| Task directions |
Please restate each entry that appears below word for word, without its pictures.

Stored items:

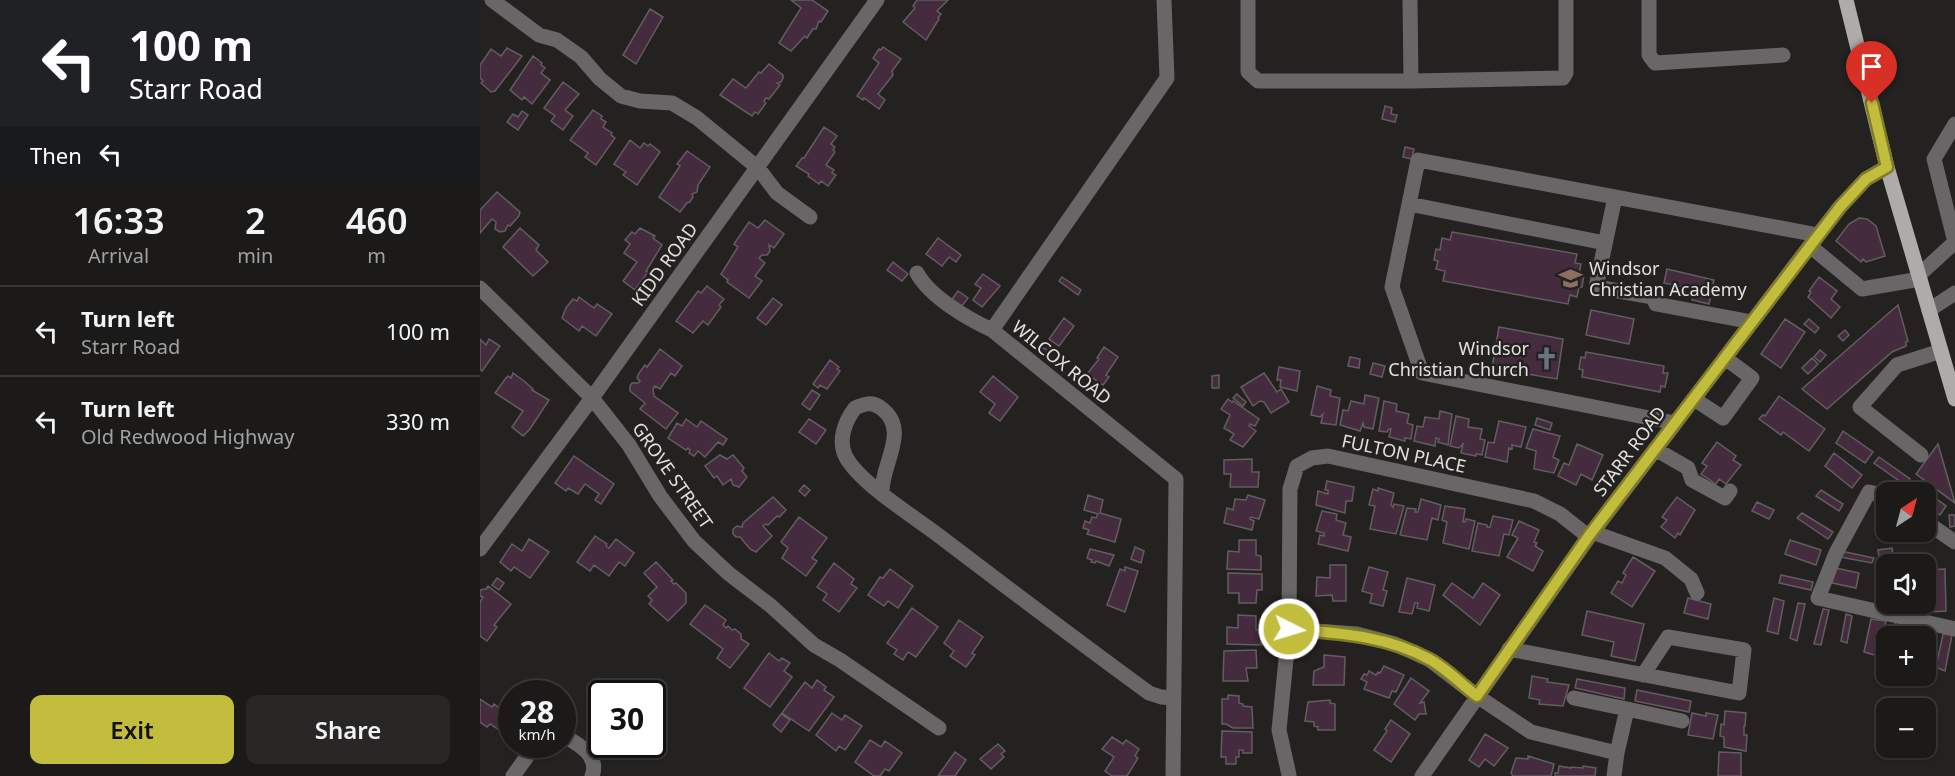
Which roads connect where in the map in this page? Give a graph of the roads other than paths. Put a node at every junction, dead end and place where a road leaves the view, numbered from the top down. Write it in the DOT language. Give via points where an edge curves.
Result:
graph roads {
  1 [pos="492,0"];
  2 [pos="877,0"];
  3 [pos="1164,0"];
  4 [pos="1248,0"];
  5 [pos="1410,0"];
  6 [pos="1566,0"];
  7 [pos="1648,0"];
  8 [pos="1846,0"];
  9 [pos="1783,55"];
  10 [pos="1410,81"];
  11 [pos="1955,124"];
  12 [pos="1887,167"];
  13 [pos="758,168"];
  14 [pos="1615,197"];
  15 [pos="1409,204"];
  16 [pos="810,216"];
  17 [pos="1814,241"];
  18 [pos="1955,242"];
  19 [pos="1605,243"];
  20 [pos="917,273"];
  21 [pos="1919,277"];
  22 [pos="480,288"];
  23 [pos="1955,293"];
  24 [pos="1929,310"];
  25 [pos="1752,322"];
  26 [pos="992,330"];
  27 [pos="1941,351"];
  28 [pos="1725,358"];
  29 [pos="1951,369"];
  30 [pos="592,398"];
  31 [pos="1694,399"];
  32 [pos="1955,399"];
  33 [pos="1675,423"];
  34 [pos="1655,449"];
  35 [pos="1921,455"];
  36 [pos="1730,491"];
  37 [pos="882,493"];
  38 [pos="1876,494"];
  39 [pos="1936,529"];
  40 [pos="1590,535"];
  41 [pos="1955,542"];
  42 [pos="480,549"];
  43 [pos="1697,593"];
  44 [pos="1289,629"];
  45 [pos="1955,629"];
  46 [pos="1509,650"];
  47 [pos="1643,675"];
  48 [pos="1477,696"];
  49 [pos="1174,698"];
  50 [pos="1574,698"];
  51 [pos="1627,709"];
  52 [pos="1682,721"];
  53 [pos="939,728"];
  54 [pos="576,744"];
  55 [pos="1617,753"];
  56 [pos="526,758"];
  57 [pos="1289,775"];
  58 [pos="513,776"];
  59 [pos="592,776"];
  60 [pos="1173,776"];
  61 [pos="1422,776"];
  62 [pos="1614,776"];
  1 -- 13 [label="street" via="539,35 557,40 581,57 621,96 672,103 697,118"];
  2 -- 13 [label="street, KIDD ROAD"];
  3 -- 26 [label="street, WILCOX ROAD" via="1167,78"];
  4 -- 10 [label="street" via="1248,72 1258,81"];
  5 -- 10 [label="street"];
  6 -- 10 [label="street" via="1563,78"];
  7 -- 9 [label="street" via="1649,55 1655,63"];
  8 -- 12 [label="main road"];
  11 -- 18 [label="street" via="1934,159"];
  12 -- 17 [label="street, STARR ROAD" via="1866,179"];
  12 -- 21 [label="main road"];
  13 -- 16 [label="street" via="777,193"];
  13 -- 30 [label="street, KIDD ROAD"];
  14 -- 15 [label="street" via="1418,160"];
  14 -- 17 [label="street"];
  14 -- 19 [label="street"];
  15 -- 19 [label="street"];
  15 -- 33 [label="street" via="1392,287 1422,373"];
  17 -- 21 [label="street" via="1862,289"];
  17 -- 25 [label="street, STARR ROAD"];
  18 -- 21 [label="street"];
  19 -- 25 [label="street" via="1596,287 1653,297 1656,304"];
  20 -- 26 [label="street" via="947,303"];
  21 -- 24 [label="main road"];
  22 -- 30 [label="street, GROVE STREET"];
  23 -- 24 [label="street"];
  24 -- 27 [label="main road"];
  25 -- 28 [label="street, STARR ROAD"];
  26 -- 49 [label="street, WILCOX ROAD" via="1176,478"];
  27 -- 29 [label="main road"];
  27 -- 35 [label="street" via="1897,365 1860,406"];
  28 -- 31 [label="street, STARR ROAD"];
  28 -- 31 [label="street" via="1752,378 1723,418"];
  29 -- 32 [label="main road"];
  30 -- 42 [label="street, KIDD ROAD"];
  30 -- 53 [label="street, GROVE STREET" via="694,541 814,645"];
  31 -- 33 [label="street, STARR ROAD"];
  33 -- 34 [label="street, STARR ROAD"];
  34 -- 36 [label="street" via="1688,468 1692,480 1725,498"];
  34 -- 40 [label="street, STARR ROAD"];
  37 -- 37 [label="street" via="852,467 841,445 852,412 863,404 881,408 893,420 896,431"];
  37 -- 49 [label="street" via="1149,693"];
  38 -- 45 [label="street" via="1869,492 1836,553 1818,598"];
  39 -- 41 [label="street"];
  40 -- 43 [label="street, FULTON PLACE" via="1665,558 1691,579"];
  40 -- 44 [label="street, FULTON PLACE" via="1534,501 1329,456 1312,458 1297,466 1290,489"];
  40 -- 46 [label="street, STARR ROAD"];
  44 -- 48 [label="street" via="1357,634 1395,644 1430,660"];
  44 -- 57 [label="street, FULTON PLACE" via="1279,730"];
  46 -- 47 [label="street"];
  46 -- 48 [label="street, STARR ROAD"];
  47 -- 47 [label="street" via="1739,693 1744,650 1668,636"];
  48 -- 55 [label="street" via="1531,732"];
  48 -- 61 [label="street, STARR ROAD"];
  49 -- 60 [label="street, WILCOX ROAD"];
  50 -- 51 [label="street"];
  51 -- 52 [label="street"];
  51 -- 55 [label="street"];
  54 -- 59 [label="street" via="594,761"];
  55 -- 62 [label="street"];
  56 -- 58 [label="street"];
}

| Solved problem |
Which roads connect where in the map in this page? Give a graph of the roads other than paths. Put a node at every junction, dead end and place where a road leaves the view, numbered from the top down. Write it in the DOT language. Give via points where an edge curves.
Result:
graph roads {
  1 [pos="492,0"];
  2 [pos="877,0"];
  3 [pos="1164,0"];
  4 [pos="1248,0"];
  5 [pos="1410,0"];
  6 [pos="1566,0"];
  7 [pos="1648,0"];
  8 [pos="1846,0"];
  9 [pos="1783,55"];
  10 [pos="1410,81"];
  11 [pos="1955,124"];
  12 [pos="1887,167"];
  13 [pos="758,168"];
  14 [pos="1615,197"];
  15 [pos="1409,204"];
  16 [pos="810,216"];
  17 [pos="1814,241"];
  18 [pos="1955,242"];
  19 [pos="1605,243"];
  20 [pos="917,273"];
  21 [pos="1919,277"];
  22 [pos="480,288"];
  23 [pos="1955,293"];
  24 [pos="1929,310"];
  25 [pos="1752,322"];
  26 [pos="992,330"];
  27 [pos="1941,351"];
  28 [pos="1725,358"];
  29 [pos="1951,369"];
  30 [pos="592,398"];
  31 [pos="1694,399"];
  32 [pos="1955,399"];
  33 [pos="1675,423"];
  34 [pos="1655,449"];
  35 [pos="1921,455"];
  36 [pos="1730,491"];
  37 [pos="882,493"];
  38 [pos="1876,494"];
  39 [pos="1936,529"];
  40 [pos="1590,535"];
  41 [pos="1955,542"];
  42 [pos="480,549"];
  43 [pos="1697,593"];
  44 [pos="1289,629"];
  45 [pos="1955,629"];
  46 [pos="1509,650"];
  47 [pos="1643,675"];
  48 [pos="1477,696"];
  49 [pos="1174,698"];
  50 [pos="1574,698"];
  51 [pos="1627,709"];
  52 [pos="1682,721"];
  53 [pos="939,728"];
  54 [pos="576,744"];
  55 [pos="1617,753"];
  56 [pos="526,758"];
  57 [pos="1289,775"];
  58 [pos="513,776"];
  59 [pos="592,776"];
  60 [pos="1173,776"];
  61 [pos="1422,776"];
  62 [pos="1614,776"];
  1 -- 13 [label="street" via="539,35 557,40 581,57 621,96 672,103 697,118"];
  2 -- 13 [label="street, KIDD ROAD"];
  3 -- 26 [label="street, WILCOX ROAD" via="1167,78"];
  4 -- 10 [label="street" via="1248,72 1258,81"];
  5 -- 10 [label="street"];
  6 -- 10 [label="street" via="1563,78"];
  7 -- 9 [label="street" via="1649,55 1655,63"];
  8 -- 12 [label="main road"];
  11 -- 18 [label="street" via="1934,159"];
  12 -- 17 [label="street, STARR ROAD" via="1866,179"];
  12 -- 21 [label="main road"];
  13 -- 16 [label="street" via="777,193"];
  13 -- 30 [label="street, KIDD ROAD"];
  14 -- 15 [label="street" via="1418,160"];
  14 -- 17 [label="street"];
  14 -- 19 [label="street"];
  15 -- 19 [label="street"];
  15 -- 33 [label="street" via="1392,287 1422,373"];
  17 -- 21 [label="street" via="1862,289"];
  17 -- 25 [label="street, STARR ROAD"];
  18 -- 21 [label="street"];
  19 -- 25 [label="street" via="1596,287 1653,297 1656,304"];
  20 -- 26 [label="street" via="947,303"];
  21 -- 24 [label="main road"];
  22 -- 30 [label="street, GROVE STREET"];
  23 -- 24 [label="street"];
  24 -- 27 [label="main road"];
  25 -- 28 [label="street, STARR ROAD"];
  26 -- 49 [label="street, WILCOX ROAD" via="1176,478"];
  27 -- 29 [label="main road"];
  27 -- 35 [label="street" via="1897,365 1860,406"];
  28 -- 31 [label="street, STARR ROAD"];
  28 -- 31 [label="street" via="1752,378 1723,418"];
  29 -- 32 [label="main road"];
  30 -- 42 [label="street, KIDD ROAD"];
  30 -- 53 [label="street, GROVE STREET" via="694,541 814,645"];
  31 -- 33 [label="street, STARR ROAD"];
  33 -- 34 [label="street, STARR ROAD"];
  34 -- 36 [label="street" via="1688,468 1692,480 1725,498"];
  34 -- 40 [label="street, STARR ROAD"];
  37 -- 37 [label="street" via="852,467 841,445 852,412 863,404 881,408 893,420 896,431"];
  37 -- 49 [label="street" via="1149,693"];
  38 -- 45 [label="street" via="1869,492 1836,553 1818,598"];
  39 -- 41 [label="street"];
  40 -- 43 [label="street, FULTON PLACE" via="1665,558 1691,579"];
  40 -- 44 [label="street, FULTON PLACE" via="1534,501 1329,456 1312,458 1297,466 1290,489"];
  40 -- 46 [label="street, STARR ROAD"];
  44 -- 48 [label="street" via="1357,634 1395,644 1430,660"];
  44 -- 57 [label="street, FULTON PLACE" via="1279,730"];
  46 -- 47 [label="street"];
  46 -- 48 [label="street, STARR ROAD"];
  47 -- 47 [label="street" via="1739,693 1744,650 1668,636"];
  48 -- 55 [label="street" via="1531,732"];
  48 -- 61 [label="street, STARR ROAD"];
  49 -- 60 [label="street, WILCOX ROAD"];
  50 -- 51 [label="street"];
  51 -- 52 [label="street"];
  51 -- 55 [label="street"];
  54 -- 59 [label="street" via="594,761"];
  55 -- 62 [label="street"];
  56 -- 58 [label="street"];
}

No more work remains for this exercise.